_Required action_.
Where does "name" appear in the data? Return each line that holds it.

────────────────────────────────────────

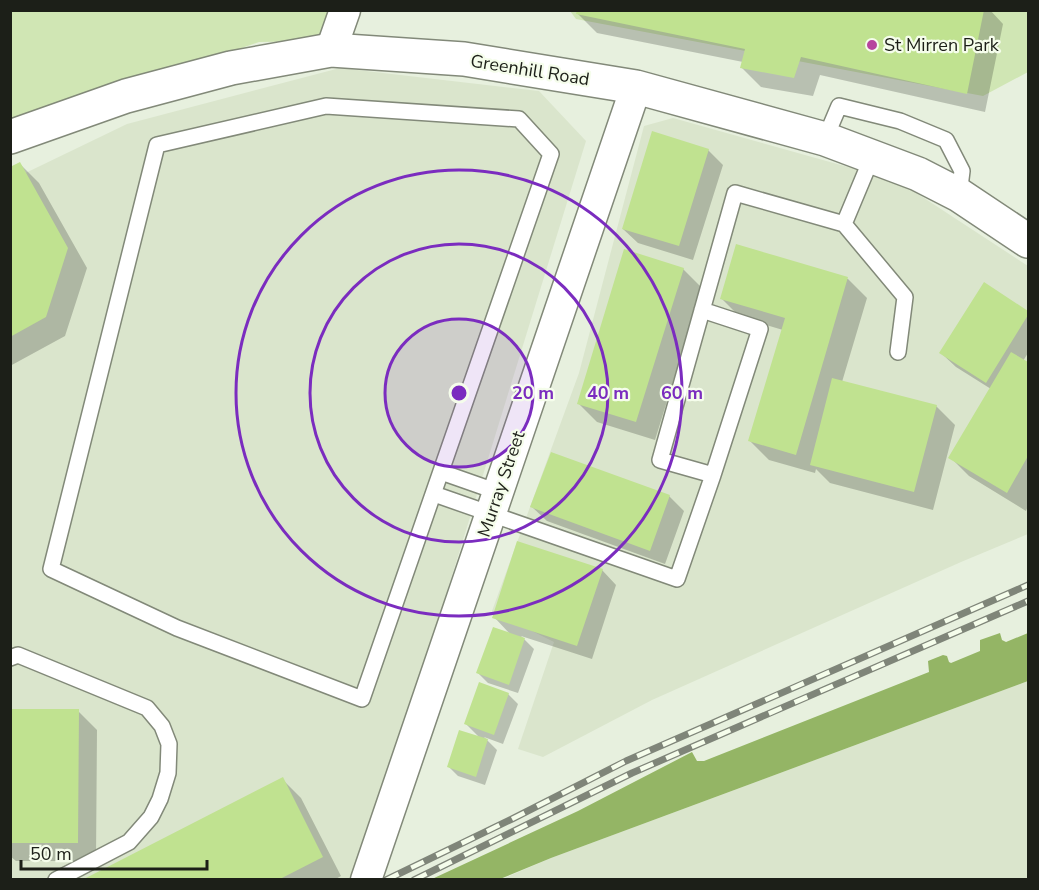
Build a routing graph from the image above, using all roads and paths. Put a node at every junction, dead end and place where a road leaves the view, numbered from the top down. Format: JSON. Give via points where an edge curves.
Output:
{"nodes":[{"id":1,"x":345,"y":10,"type":"edge"},
{"id":2,"x":331,"y":50,"type":"junction"},
{"id":3,"x":636,"y":87,"type":"junction"},
{"id":4,"x":10,"y":137,"type":"edge"},
{"id":5,"x":825,"y":139,"type":"junction"},
{"id":6,"x":872,"y":157,"type":"junction"},
{"id":7,"x":959,"y":195,"type":"junction"},
{"id":8,"x":844,"y":224,"type":"junction"},
{"id":9,"x":1029,"y":242,"type":"edge"},
{"id":10,"x":702,"y":310,"type":"junction"},
{"id":11,"x":898,"y":352,"type":"dead end"},
{"id":12,"x":441,"y":472,"type":"junction"},
{"id":13,"x":713,"y":475,"type":"junction"},
{"id":14,"x":434,"y":494,"type":"junction"},
{"id":15,"x":495,"y":503,"type":"junction"},
{"id":16,"x":10,"y":658,"type":"edge"},
{"id":17,"x":56,"y":879,"type":"edge"},
{"id":18,"x":366,"y":879,"type":"edge"}],
"edges":[{"from":1,"to":2,"type":"street"},
{"from":2,"to":3,"type":"street","name":"Greenhill Road","via":[[464,59]]},
{"from":2,"to":4,"type":"street","name":"Greenhill Road","via":[[231,68],[126,96]]},
{"from":3,"to":5,"type":"street","name":"Greenhill Road"},
{"from":3,"to":15,"type":"street","name":"Murray Street"},
{"from":5,"to":6,"type":"street","name":"Greenhill Road"},
{"from":5,"to":7,"type":"lane","via":[[839,105],[946,140],[962,171]]},
{"from":6,"to":7,"type":"street","name":"Greenhill Road"},
{"from":6,"to":8,"type":"lane"},
{"from":7,"to":9,"type":"street","name":"Greenhill Road"},
{"from":8,"to":10,"type":"lane","via":[[735,193]]},
{"from":8,"to":11,"type":"lane","via":[[905,297]]},
{"from":10,"to":13,"type":"lane","via":[[660,460]]},
{"from":10,"to":13,"type":"lane","via":[[760,328]]},
{"from":12,"to":14,"type":"lane"},
{"from":12,"to":14,"type":"lane","via":[[551,154],[519,119],[326,106],[157,144],[51,569],[177,628],[362,699]]},
{"from":12,"to":15,"type":"lane"},
{"from":13,"to":15,"type":"lane","via":[[677,579]]},
{"from":14,"to":15,"type":"lane"},
{"from":15,"to":18,"type":"street","name":"Murray Street"},
{"from":16,"to":17,"type":"lane","via":[[18,655],[147,708],[162,726],[169,744],[168,773],[151,817],[129,842]]}]}
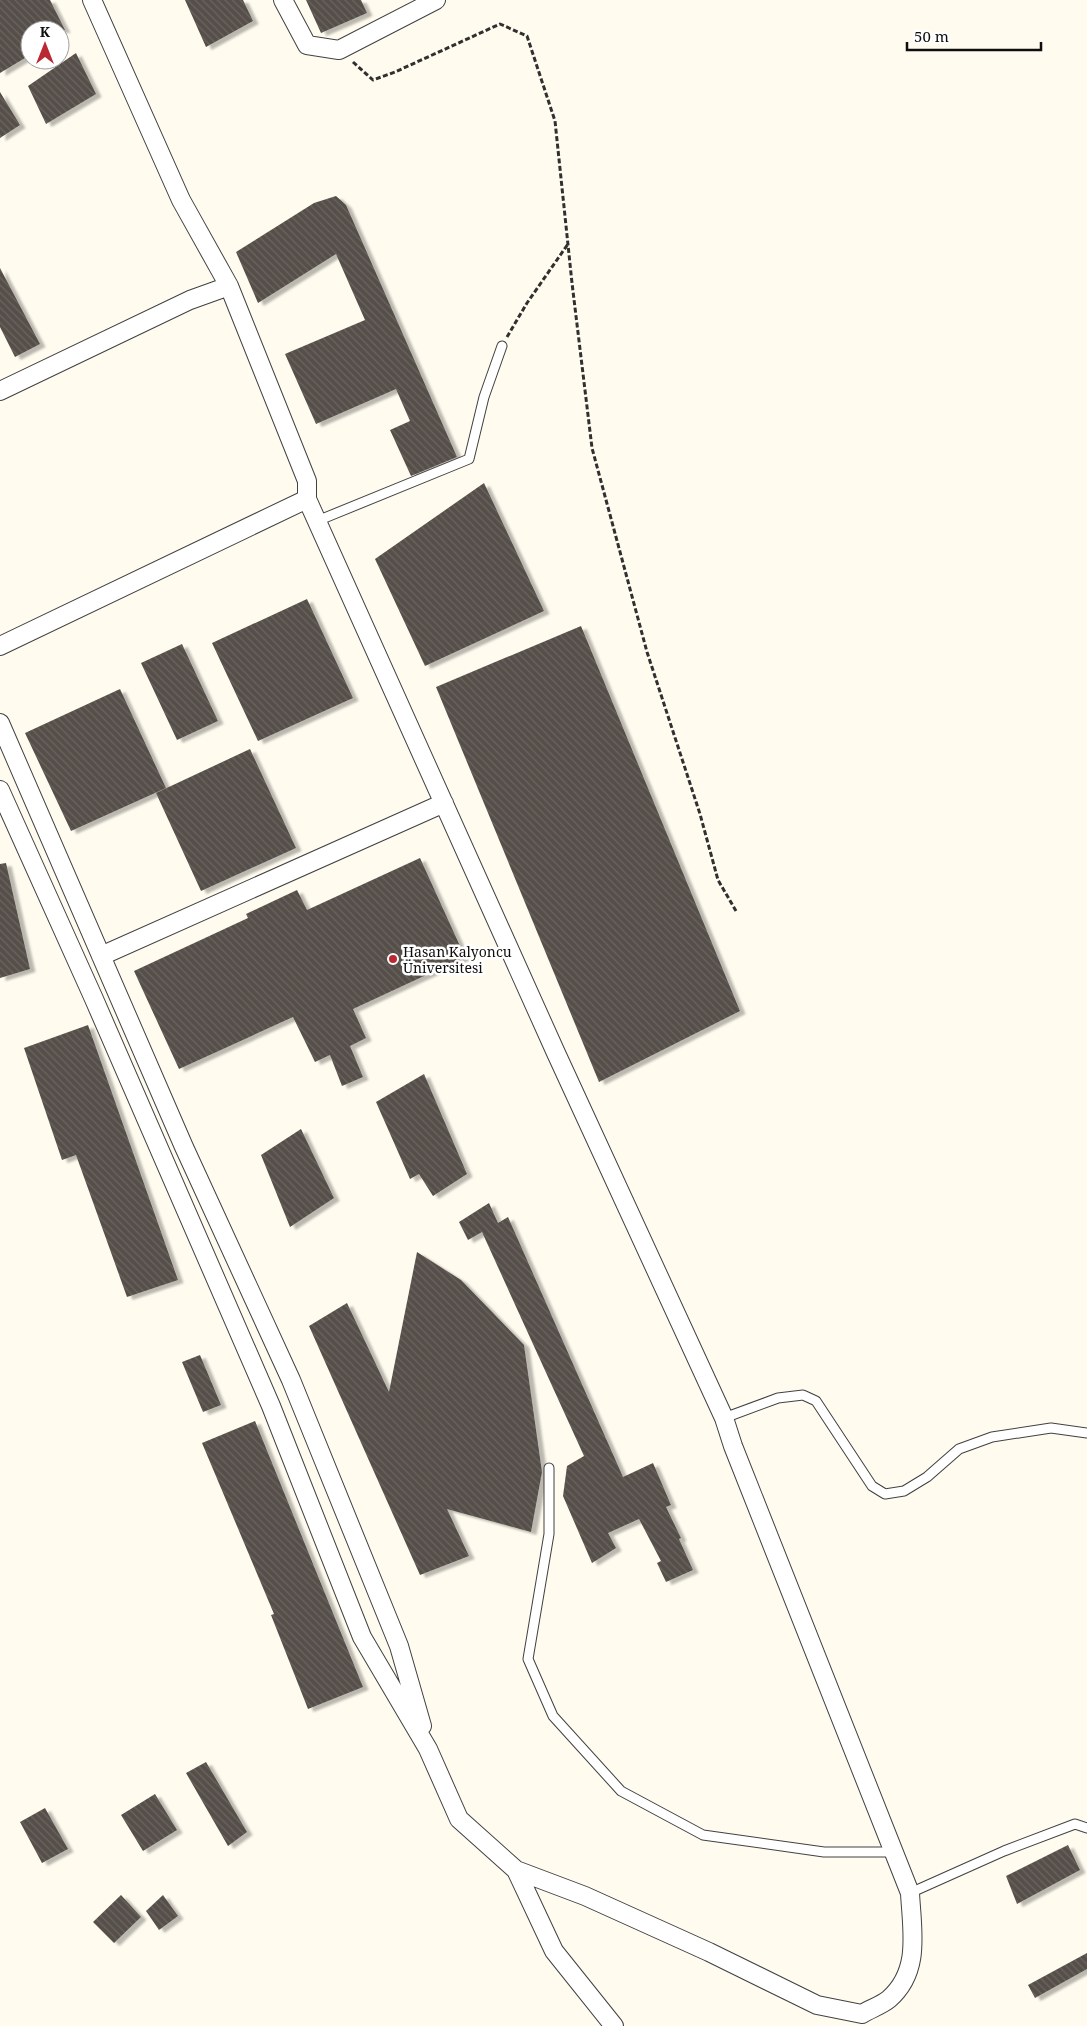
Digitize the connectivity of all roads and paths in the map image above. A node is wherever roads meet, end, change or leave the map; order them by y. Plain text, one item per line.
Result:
1 (92, 0) edge
2 (283, 0) edge
3 (436, 0) edge
4 (339, 50) junction
5 (568, 244) junction
6 (229, 286) junction
7 (502, 346) joint
8 (0, 391) edge
9 (307, 499) junction
10 (317, 521) junction
11 (0, 646) edge
12 (0, 723) edge
13 (0, 790) edge
14 (444, 803) junction
15 (736, 911) dead end
16 (101, 956) junction
17 (724, 1418) junction
18 (1087, 1433) edge
19 (549, 1468) dead end
20 (428, 1749) junction
21 (1087, 1828) edge
22 (894, 1852) junction
23 (516, 1870) junction
24 (910, 1893) junction
25 (614, 2026) edge

1 - 6 street
2 - 4 street
3 - 4 street
4 - 5 path
5 - 7 path
5 - 15 path
6 - 8 street
6 - 9 street
7 - 10 lane
9 - 10 street
9 - 11 street
10 - 14 street
12 - 16 street
13 - 20 street
14 - 16 street
14 - 17 street
16 - 20 street
17 - 18 lane
17 - 22 street
19 - 22 lane
20 - 23 street
21 - 24 lane
22 - 24 street
23 - 24 street
23 - 25 street

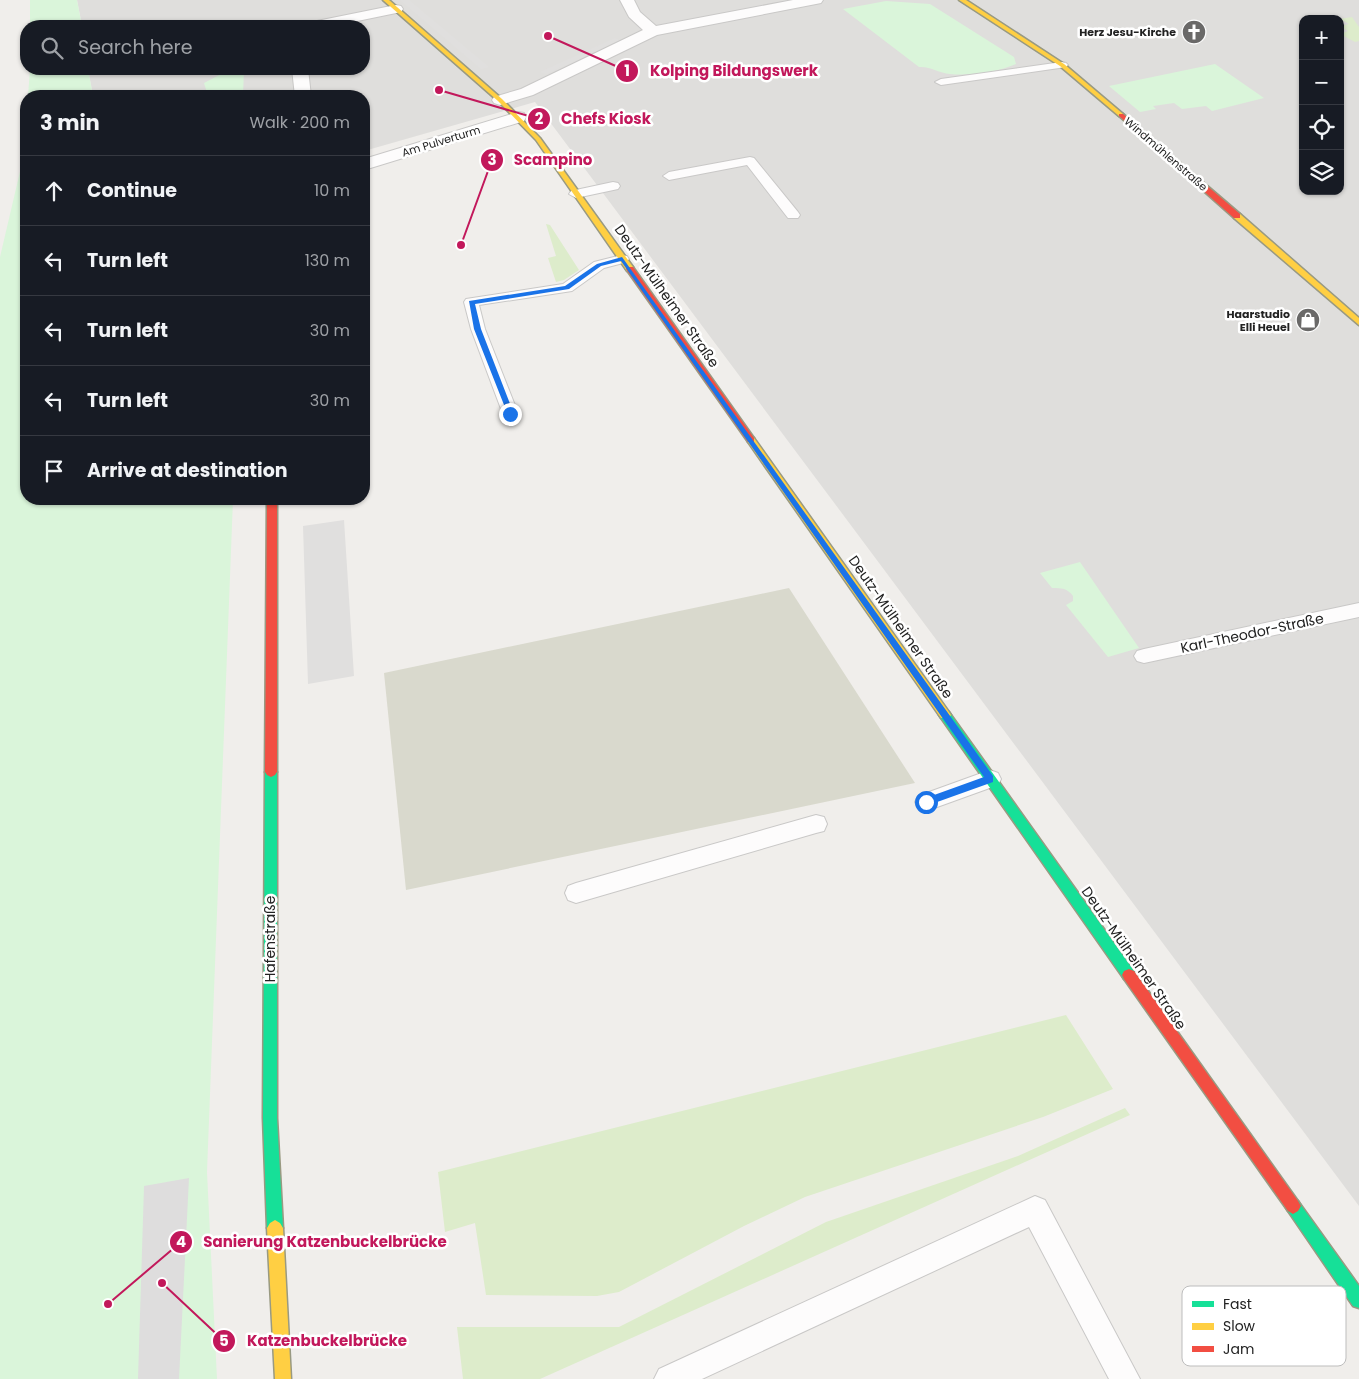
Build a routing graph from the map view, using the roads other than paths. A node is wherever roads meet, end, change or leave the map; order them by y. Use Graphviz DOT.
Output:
graph roads {
  1 [pos="627,0"];
  2 [pos="816,0"];
  3 [pos="962,0"];
  4 [pos="392,4"];
  5 [pos="334,20"];
  6 [pos="653,31"];
  7 [pos="1062,65"];
  8 [pos="301,75"];
  9 [pos="941,82"];
  10 [pos="302,90"];
  11 [pos="500,100"];
  12 [pos="518,117"];
  13 [pos="370,163"];
  14 [pos="669,176"];
  15 [pos="613,186"];
  16 [pos="576,194"];
  17 [pos="793,215"];
  18 [pos="622,259"];
  19 [pos="1359,322"];
  20 [pos="510,414"];
  21 [pos="272,505"];
  22 [pos="1359,610"];
  23 [pos="1144,656"];
  24 [pos="990,779"];
  25 [pos="926,802"];
  26 [pos="816,824"];
  27 [pos="576,893"];
  28 [pos="1359,1300"];
  29 [pos="283,1379"];
  30 [pos="669,1379"];
  31 [pos="1125,1379"];
  1 -- 6 [label="street"];
  2 -- 6 [label="street"];
  3 -- 7 [label="street, Windmühlenstraße"];
  4 -- 5 [label="street"];
  4 -- 11 [label="street, Deutz-Mülheimer Straße"];
  6 -- 11 [label="street"];
  7 -- 9 [label="lane"];
  7 -- 19 [label="street, Windmühlenstraße"];
  8 -- 10 [label="street"];
  11 -- 12 [label="street, Deutz-Mülheimer Straße"];
  12 -- 13 [label="street, Am Pulverturm"];
  12 -- 16 [label="street, Deutz-Mülheimer Straße"];
  14 -- 17 [label="lane"];
  15 -- 16 [label="lane"];
  16 -- 18 [label="street, Deutz-Mülheimer Straße"];
  18 -- 20 [label="lane"];
  18 -- 24 [label="street, Deutz-Mülheimer Straße"];
  21 -- 29 [label="street, Hafenstraße"];
  22 -- 23 [label="lane, Karl-Theodor-Straße"];
  24 -- 25 [label="lane"];
  24 -- 28 [label="street, Deutz-Mülheimer Straße"];
  26 -- 27 [label="lane"];
  30 -- 31 [label="lane"];
}
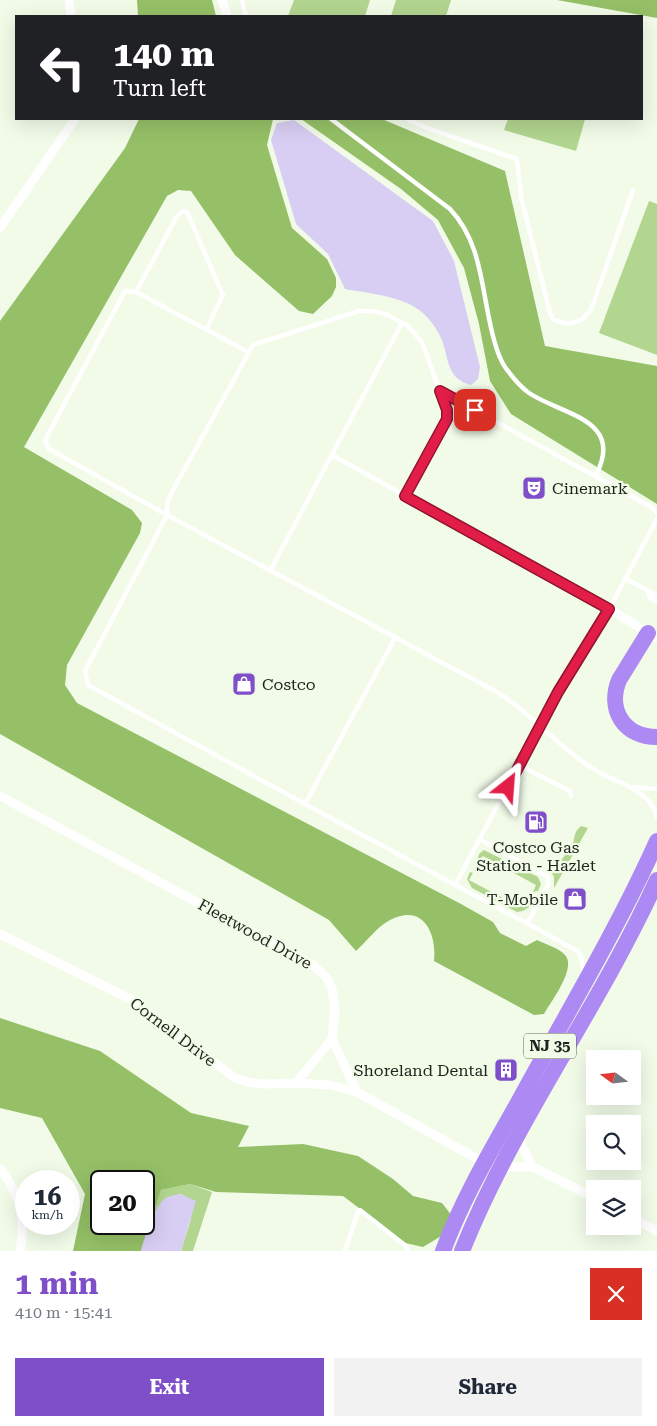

────────────────────────────────────────

_Exercise result_.
{"from":2,"to":3,"type":"street","name":"Greenhill Road","via":[[464,59]]},
{"from":2,"to":4,"type":"street","name":"Greenhill Road","via":[[231,68],[126,96]]},
{"from":3,"to":5,"type":"street","name":"Greenhill Road"},
{"from":3,"to":15,"type":"street","name":"Murray Street"},
{"from":5,"to":6,"type":"street","name":"Greenhill Road"},
{"from":6,"to":7,"type":"street","name":"Greenhill Road"},
{"from":7,"to":9,"type":"street","name":"Greenhill Road"},
{"from":15,"to":18,"type":"street","name":"Murray Street"},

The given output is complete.